- [What is required]:
Every line of the entries below that mentions "dict" is to be copied out.

:: Data to process

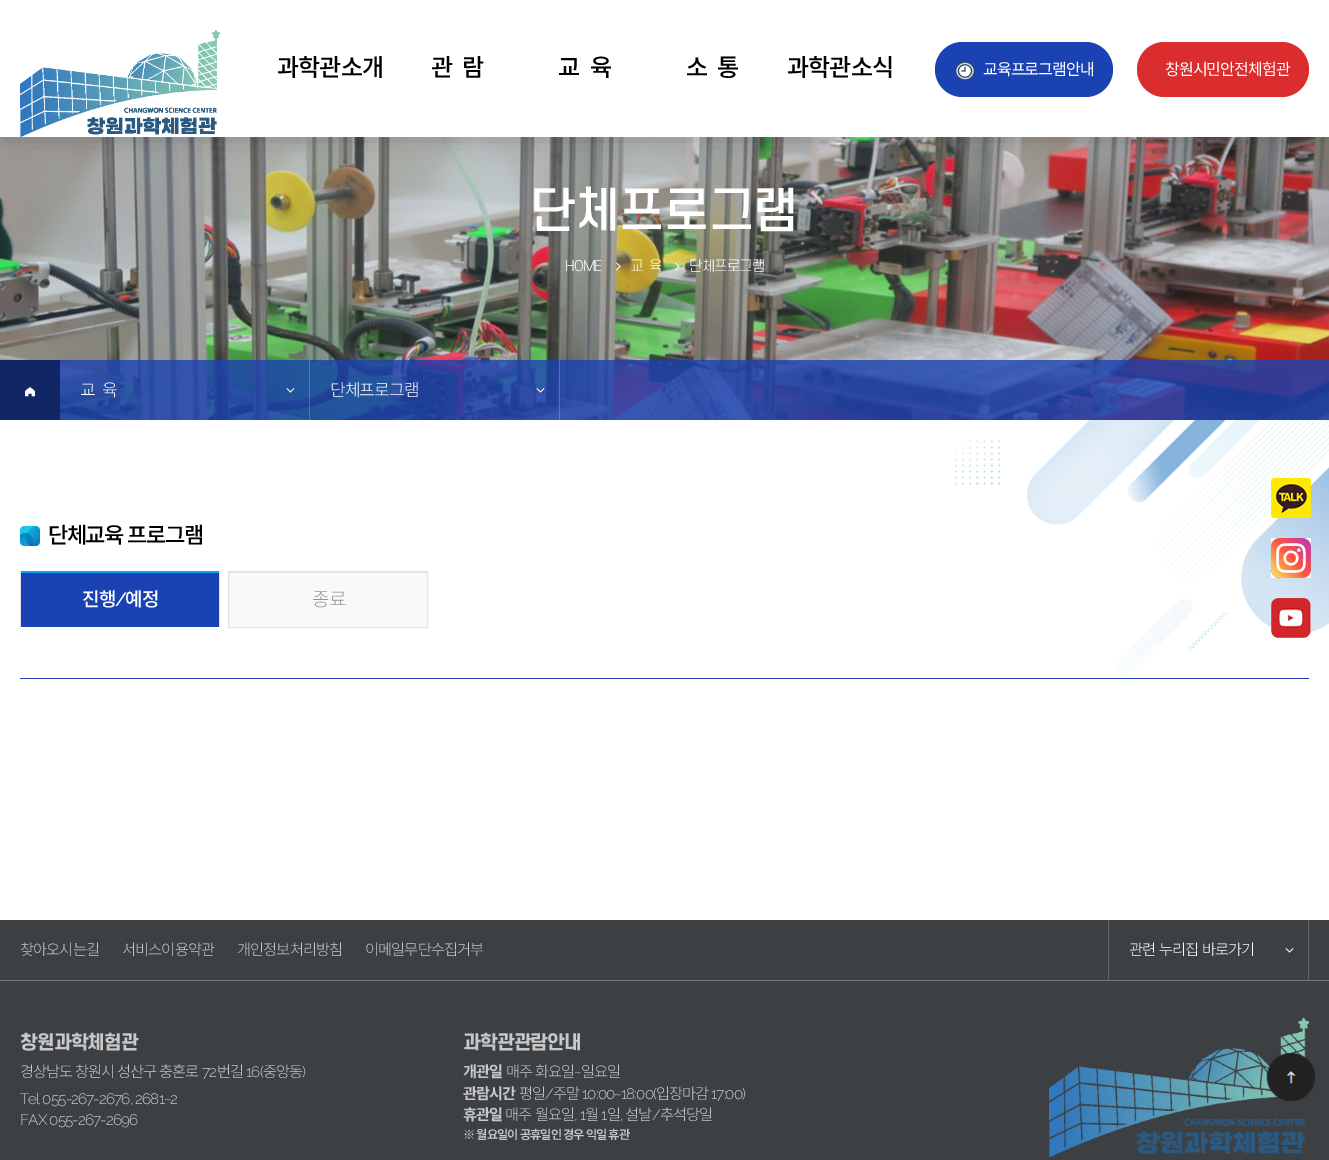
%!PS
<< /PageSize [1329 1160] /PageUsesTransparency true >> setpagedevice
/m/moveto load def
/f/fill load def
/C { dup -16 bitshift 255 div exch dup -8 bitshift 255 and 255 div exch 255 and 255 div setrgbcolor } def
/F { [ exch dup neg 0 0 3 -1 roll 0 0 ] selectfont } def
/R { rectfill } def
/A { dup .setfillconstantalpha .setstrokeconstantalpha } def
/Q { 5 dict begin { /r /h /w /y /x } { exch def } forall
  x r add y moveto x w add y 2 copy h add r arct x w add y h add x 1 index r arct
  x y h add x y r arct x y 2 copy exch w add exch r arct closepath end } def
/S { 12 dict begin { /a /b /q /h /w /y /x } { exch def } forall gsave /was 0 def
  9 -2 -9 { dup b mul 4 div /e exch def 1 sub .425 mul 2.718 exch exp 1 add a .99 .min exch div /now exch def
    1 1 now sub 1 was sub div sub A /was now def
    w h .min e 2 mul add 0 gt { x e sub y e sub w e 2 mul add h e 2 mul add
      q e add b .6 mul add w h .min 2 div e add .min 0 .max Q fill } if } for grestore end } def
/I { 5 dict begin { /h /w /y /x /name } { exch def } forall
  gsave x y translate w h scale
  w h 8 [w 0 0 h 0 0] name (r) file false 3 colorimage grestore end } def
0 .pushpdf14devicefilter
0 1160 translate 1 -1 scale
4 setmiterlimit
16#FFFFFF C
0 0 1329 1160 R
(3.rgb) 0 137 1329 283 I
16#000000 C
5 5 1319 127 0 15 .3 S
16#FFFFFF C
0 0 1329 137 R
(1.rgb) 20 30 200 107 I
/NotoSansKR-Medium 24 F
16#000000 C
277 76 m -.9 0 (과학관소개) ashow
431 76 m -.9 0 (관) ashow
462 76 m -.9 0 (람) ashow
558 76 m -.9 0 (교) ashow
590 76 m -.9 0 (육) ashow
686 76 m -.9 0 (소) ashow
717 76 m -.9 0 (통) ashow
787 76 m -.9 0 (과학관소식) ashow
16#1A42B2 C
935 42 178 55 27.5 Q f
(2.rgb) 955 61 20 20 I
/NotoSansKR-Regular 16 F
16#FFFFFF C
983 75 m -.9 0 (교육프로그램안내) ashow
16#DB2D2D C
1137 42 172 55 27.5 Q f
16#FFFFFF C
1165 75 m -.9 0 (창원시민안전체험관) ashow
/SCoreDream-Medium 47.5 F
530 228 m -.9 0 (단체프로그램) ashow
/SCoreDream-Light 14 F
565 271 m -.9 0 (HOME) ashow
(4.rgb) 616 262 5 9 I
630 271 m -.9 0 (교  육) ashow
(5.rgb) 675 262 5 9 I
689 271 m -.9 0 (단체프로그램) ashow
0.8 A
16#1A42B2 C
60 360 1269 60 R
1 A
16#112765 C
0 360 60 60 R
(6.rgb) 25 387 10 10 I
0.2 A
16#FFFFFF C
309 360 1 60 R
/NotoSansKR-Light 17 F
1 A
80 396 m -.9 0 (교) ashow
102 396 m -.9 0 (육) ashow
(7.rgb) 286 388 9 5 I
0.2 A
559 360 1 60 R
1 A
330 396 m -.9 0 (단체프로그램) ashow
(8.rgb) 536 388 9 5 I
(9.rgb) 954 420 375 254 I
(10.rgb) 20 526 20 20 I
/NotoSansKR-Medium 22 F
16#000000 C
48 543 m 1 0 32 -1.5 0 (단체교육 프로그램) awidthshow
16#1A42B2 C
21 573 198 54 R
16#E0E3E7 C
219 571 1 57 R
16#FFFFFF C
219 627 1 1 R
16#E0E3E7 C
20 571 1 57 R
16#0AA2F8 C
21 571 198 2 R
/NotoSansKR-Medium 19 F
16#FFFFFF C
82 606 m -.9 0 (진행) ashow
/Raleway-Medium 19 F
115 606 m -.9 0 (/) ashow
/NotoSansKR-Medium 19 F
125 606 m -.9 0 (예정) ashow
16#F9F9F9 C
229 573 198 54 R
16#E0E3E7 C
228.5 571.5 199 56 rectstroke
229 572 198 1 R
/NotoSansKR-Light 19 F
16#969696 C
312 606 m -.9 0 (종료) ashow
16#1A42B2 C
20 678 1289 1 R
(11.rgb) 1271 478 40 40 I
(12.rgb) 1271 538 40 40 I
(13.rgb) 1271 598 40 40 I
16#3D4043 C
0 920 1329 240 R
16#77797B C
0 980 1329 1 R
/NotoSansKR-Light 15.25 F
16#C8C8C8 C
20 955 m -.9 0 (찾아오시는길) ashow
122 955 m -.9 0 (서비스이용약관) ashow
237 955 m -.9 0 (개인정보처리방침) ashow
365 955 m -.9 0 (이메일무단수집거부) ashow
16#646669 C
1108 920 1 60 R
1308 920 1 60 R
16#FFFFFF C
1129 955 m 1 0 32 -.9 0 (관련 누리집 바로가기) awidthshow
(14.rgb) 1285 948 9 5 I
/SCoreDream-ExtraBold 18.5 F
16#C8C8C8 C
20 1049 m -.9 0 (창원과학체험관) ashow
/NotoSansKR-Light 15.25 F
20 1077 m -.9 0 (경상남도 창원시 성산구 충혼로) ashow
/Raleway-Light 15.25 F
202 1077 m -.9 0 (72) ashow
/NotoSansKR-Light 15.25 F
217 1077 m -.9 0 (번길) ashow
/Raleway-Light 15.25 F
246 1077 m -.9 0 (16\() ashow
/NotoSansKR-Light 15.25 F
263 1077 m -.9 0 (중앙동) ashow
/Raleway-Light 15.25 F
302 1077 m -.9 0 (\)) ashow
20 1104 m -.9 0 (Tel 055-267-2676, 2681~2) ashow
20 1125 m -.9 0 (FAX 055-267-2696) ashow
/SCoreDream-ExtraBold 18.5 F
463 1049 m -.9 0 (과학관관람안내) ashow
/NotoSansKR-Bold 15.25 F
463 1077 m -.9 0 (개관일) ashow
/NotoSansKR-Light 15.25 F
506 1077 m -.9 0 (매주 화요일) ashow
/Raleway-Light 15.25 F
574 1077 m -.9 0 (~) ashow
/NotoSansKR-Light 15.25 F
581 1077 m -.9 0 (일요일) ashow
/NotoSansKR-Bold 15.25 F
463 1099 m -.9 0 (관람시간) ashow
/NotoSansKR-Light 15.25 F
519 1099 m -.9 0 (평일) ashow
/Raleway-Light 15.25 F
545 1099 m -.9 0 (/) ashow
/NotoSansKR-Light 15.25 F
553 1099 m -.9 0 (주말) ashow
/Raleway-Light 15.25 F
582 1099 m -.9 0 (10:00~18:00\() ashow
/NotoSansKR-Light 15.25 F
656 1099 m -.9 0 (입장마감) ashow
/Raleway-Light 15.25 F
711 1099 m -.9 0 (17:00\)) ashow
/NotoSansKR-Bold 15.25 F
463 1120 m -.9 0 (휴관일) ashow
/NotoSansKR-Light 15.25 F
505 1120 m -.9 0 (매주) ashow
535 1120 m -.9 0 (월요일) ashow
/Raleway-Light 15.25 F
574 1120 m -.9 0 (, 1) ashow
/NotoSansKR-Light 15.25 F
585 1120 m -.9 0 (월) ashow
/Raleway-Light 15.25 F
601 1120 m -.9 0 (1) ashow
/NotoSansKR-Light 15.25 F
607 1120 m -.9 0 (일) ashow
/Raleway-Light 15.25 F
620 1120 m -.9 0 (,) ashow
/NotoSansKR-Light 15.25 F
625 1120 m -.9 0 (설날) ashow
/Raleway-Light 15.25 F
652 1120 m -.9 0 (/) ashow
/NotoSansKR-Light 15.25 F
660 1120 m -.9 0 (추석당일) ashow
/NotoSansKR-SemiBold 12.25 F
463 1139 m -.9 0 (※ 월요일이 공휴일인 경우 익일 휴관) ashow
(15.rgb) 1049 1018 260 139 I
(16.rgb) 1266 1052 50 50 I
.poppdf14devicefilter showpage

::::

- [Result of the exercise]:
/Q { 5 dict begin { /r /h /w /y /x } { exch def } forall
/S { 12 dict begin { /a /b /q /h /w /y /x } { exch def } forall gsave /was 0 def
/I { 5 dict begin { /h /w /y /x /name } { exch def } forall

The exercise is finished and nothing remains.